Günümüzde de iş stresi ve bunun etkileri araştırılırken, çoğunlukla iki kavram üzerinde durulur. Bunlar; yüksek derecede ihtiyaç ve düşük kişisel kontroldür. Yani, kısa sürede yoğun bir işi kendi kişisel zaman ve işin tipinin
kontrolü olmadan yapmak zorunluluğu. Bu tip işlere, itfaiye memurluğu, telefon operatörlüğü, gazetecilik (özellikle muhabirlik) örnek verilebilir.
Muhabirlerin yaşam şartlarının içine düzensiz uyku, yemek ve sigara kullanımı gibi faktörleri de kattığımız zaman bu meslek sahiplerinin, ilerleyen yaşlarda kalp ve damar hastalıklarından muzdarip olabileceklerini tahmin etmek yanlış olmaz.
Bu meslek sahiplerine kalp hastalıklarından korunmak için yapılabilecek en somut öneri; işleri dışında kontrol edebilecekleri faktörleri düzenlemeleridir. Yani, sigaradan uzak durmak, mümkün ölçülerde düzenli bir yeme içme ve uyku alışkanlığını sürdürmeye çalışmak ve fırsat buldukça spor yapmaktır" açıklamasında bulundu.
OFİS İÇİ ÇALIŞMANIN YARATTIĞI SAĞLIK SORUNLARI
VKV Özel Amerikan Hastanesi Fizik Tedavi Ve Rehabilitasyon Departman Şefi Uzman Dr. Önder Çerezci ise, "Bugün günümüzde gazetecilerin gün boyu yaptıkları tek bir egzersiz programı vardır ki; o da klavye tuşlarına basmak, mause kliklemek ve daha az da olsa telefonla konuşmaktır. Bunun sonucunda da vücudun tolere edebileceğinden daha fazla bir sürede aynı duruşu muhafaza etmeyi mecbur kılar" dedi.

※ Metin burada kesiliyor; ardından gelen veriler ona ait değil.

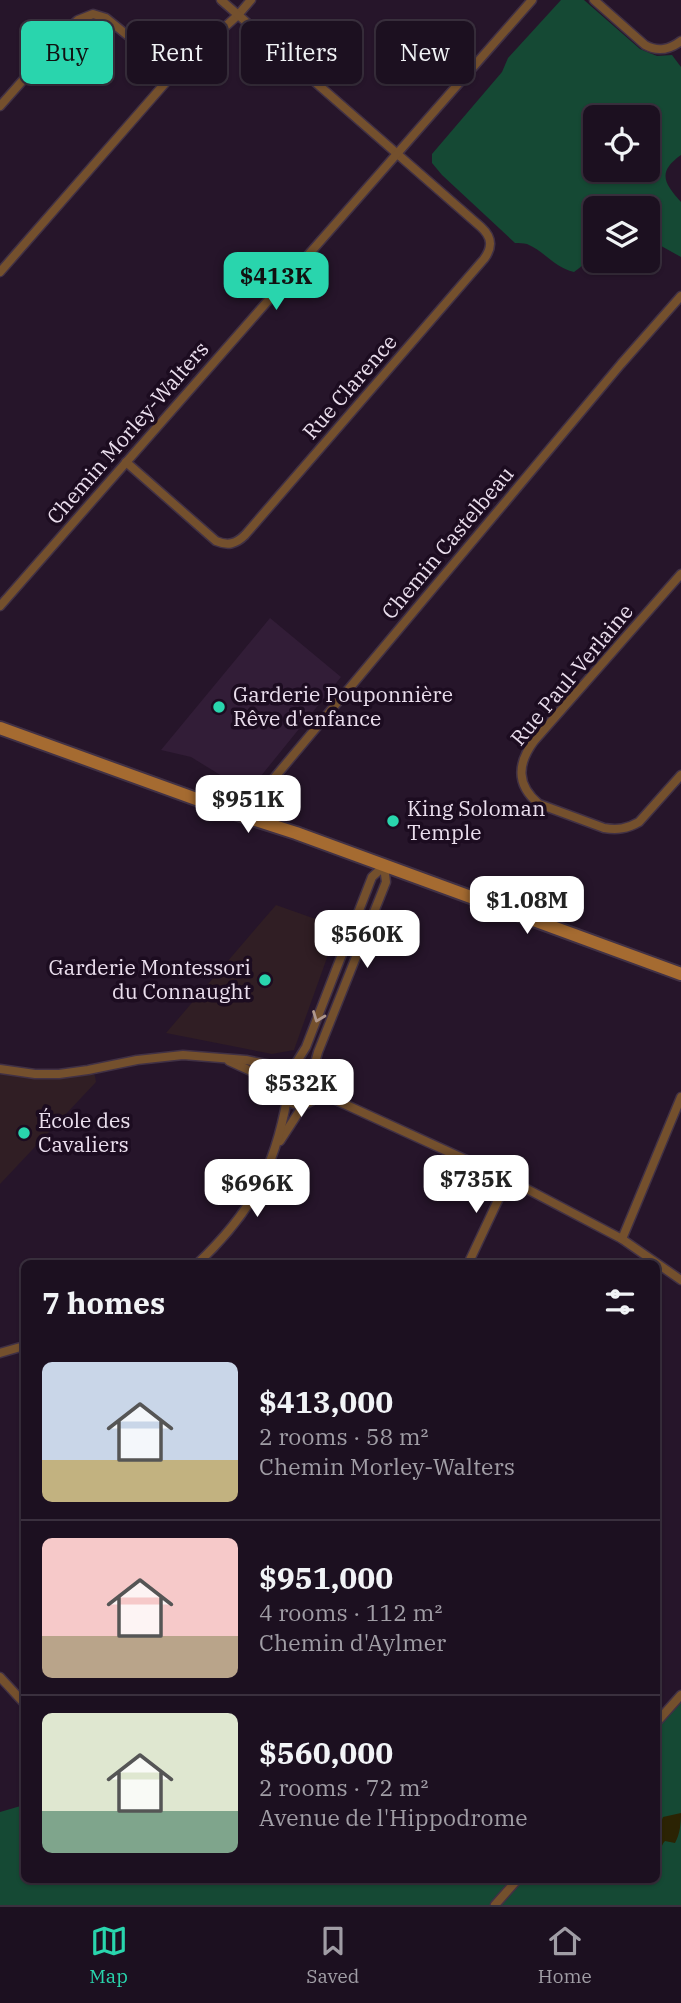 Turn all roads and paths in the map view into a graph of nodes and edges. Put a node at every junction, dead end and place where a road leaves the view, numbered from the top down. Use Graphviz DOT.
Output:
graph roads {
  1 [pos="221,0"];
  2 [pos="251,0"];
  3 [pos="531,0"];
  4 [pos="594,0"];
  5 [pos="238,15"];
  6 [pos="227,25"];
  7 [pos="127,35"];
  8 [pos="681,41"];
  9 [pos="164,84"];
  10 [pos="0,106"];
  11 [pos="397,154"];
  12 [pos="0,272"];
  13 [pos="681,296"];
  14 [pos="126,462"];
  15 [pos="681,574"];
  16 [pos="0,606"];
  17 [pos="0,727"];
  18 [pos="681,775"];
  19 [pos="246,817"];
  20 [pos="384,866"];
  21 [pos="681,974"];
  22 [pos="223,1059"];
  23 [pos="0,1069"];
  24 [pos="293,1069"];
  25 [pos="314,1074"];
  26 [pos="318,1092"];
  27 [pos="285,1097"];
  28 [pos="681,1097"];
  29 [pos="304,1104"];
  30 [pos="276,1147"];
  31 [pos="508,1179"];
  32 [pos="622,1239"];
  33 [pos="201,1260"];
  34 [pos="470,1260"];
  35 [pos="652,1260"];
  36 [pos="660,1265"];
  37 [pos="681,1280"];
  38 [pos="21,1347"];
  39 [pos="0,1353"];
  40 [pos="0,1677"];
  41 [pos="681,1695"];
  42 [pos="21,1700"];
  43 [pos="660,1719"];
  44 [pos="514,1883"];
  45 [pos="495,1905"];
  1 -- 5 [label="street"];
  2 -- 5 [label="street"];
  3 -- 11 [label="street, Chemin Morley-Walters"];
  4 -- 8 [label="street"];
  5 -- 6 [label="street"];
  5 -- 11 [label="street"];
  7 -- 10 [label="street"];
  9 -- 12 [label="street"];
  11 -- 14 [label="street, Chemin Morley-Walters"];
  11 -- 14 [label="street, Rue Clarence"];
  13 -- 19 [label="street, Chemin Castelbeau"];
  14 -- 16 [label="street, Chemin Morley-Walters"];
  15 -- 18 [label="street, Rue Paul-Verlaine"];
  17 -- 19 [label="main road"];
  19 -- 20 [label="main road"];
  20 -- 21 [label="main road"];
  20 -- 24 [label="street, one-way"];
  20 -- 25 [label="street"];
  22 -- 23 [label="street"];
  22 -- 24 [label="street"];
  22 -- 27 [label="street"];
  24 -- 25 [label="street"];
  24 -- 27 [label="street"];
  25 -- 26 [label="street"];
  26 -- 29 [label="street"];
  26 -- 31 [label="street"];
  27 -- 29 [label="street"];
  27 -- 30 [label="street"];
  28 -- 32 [label="street"];
  29 -- 30 [label="street"];
  30 -- 33 [label="street"];
  31 -- 32 [label="street"];
  31 -- 34 [label="street"];
  32 -- 35 [label="street"];
  36 -- 37 [label="street"];
  38 -- 39 [label="street"];
  40 -- 42 [label="street"];
  41 -- 43 [label="street"];
  44 -- 45 [label="street"];
}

Amerikan Gazeteciler Birliği'nin 1996 yılında ülke çapında yaptığı bir araştırma sonucunda çalışanların özellikle üst ekstremite ile ilgili ciddi kümülatif travmaya maruz kaldıklarının ortaya çıktığını belirten Çerezci, "Bilgisayar başında yazı yazan/veri girişi/analizi yapan bir ofis çalışanı parmakları, el bileği ve dirsekleriyle tekrarlı hareketin etkilerini hissedecektir. Aynı zamanda boyun ve belde uzun süre hareketsiz kalmanın getirdiği sağlık sorunlarıyla karşı karşıya kalabilecektir.
Ofiste kısıtlı da olsa ağır yük kaldırma, dosya taşıma ve tasnifi gibi işlerde uygun olmayan postürde çalışmanın getirdiği sağlık sorunları da görülebilir. Ofis içi çalışanlarda sık görülen hastalıklar arasında kas ve tendon gibi yumuşak dokularda zorlanma ve incinme, karpal tünel sendromu, tenisçi dirseği, De Quervein sendromu, boyun ve bel fıtığı, kireçlenme, omurga eğrilikleri yer alır" diye konuştu.
Ergonomik bir çalışma biriminin fiziksel çevreyi, masa ve koltuk tasarımını, ekran ve klavyenin konumunu, dokümanın yerini, ofis aydınlatılmasının yeri ve şiddetini ayarladığını ve kontrol ettiğini söyleyen Çerezci, "Ofis ergonomisinin uygulaması ile bilgisayarda uzun süre çalışmadan ileri gelen boyun, omuz ve sırt ağrıları, başağrıları, bilek sendromu hastalıkları azalır ya da şiddetleri hafifler.
Bunların yanında bilgisayarlı yaşam ve çalışma koşulları kas gerilme ve zedelenmelerinden öte mental streslere de neden olabilmektedir Avrupa Birliği ülkelerinde iş gücü kayıplarının yüzde 50-60'ı, stres kaynaklı işle ilgili hastalıklar nedeniyle olmaktadır" şeklinde konuştu.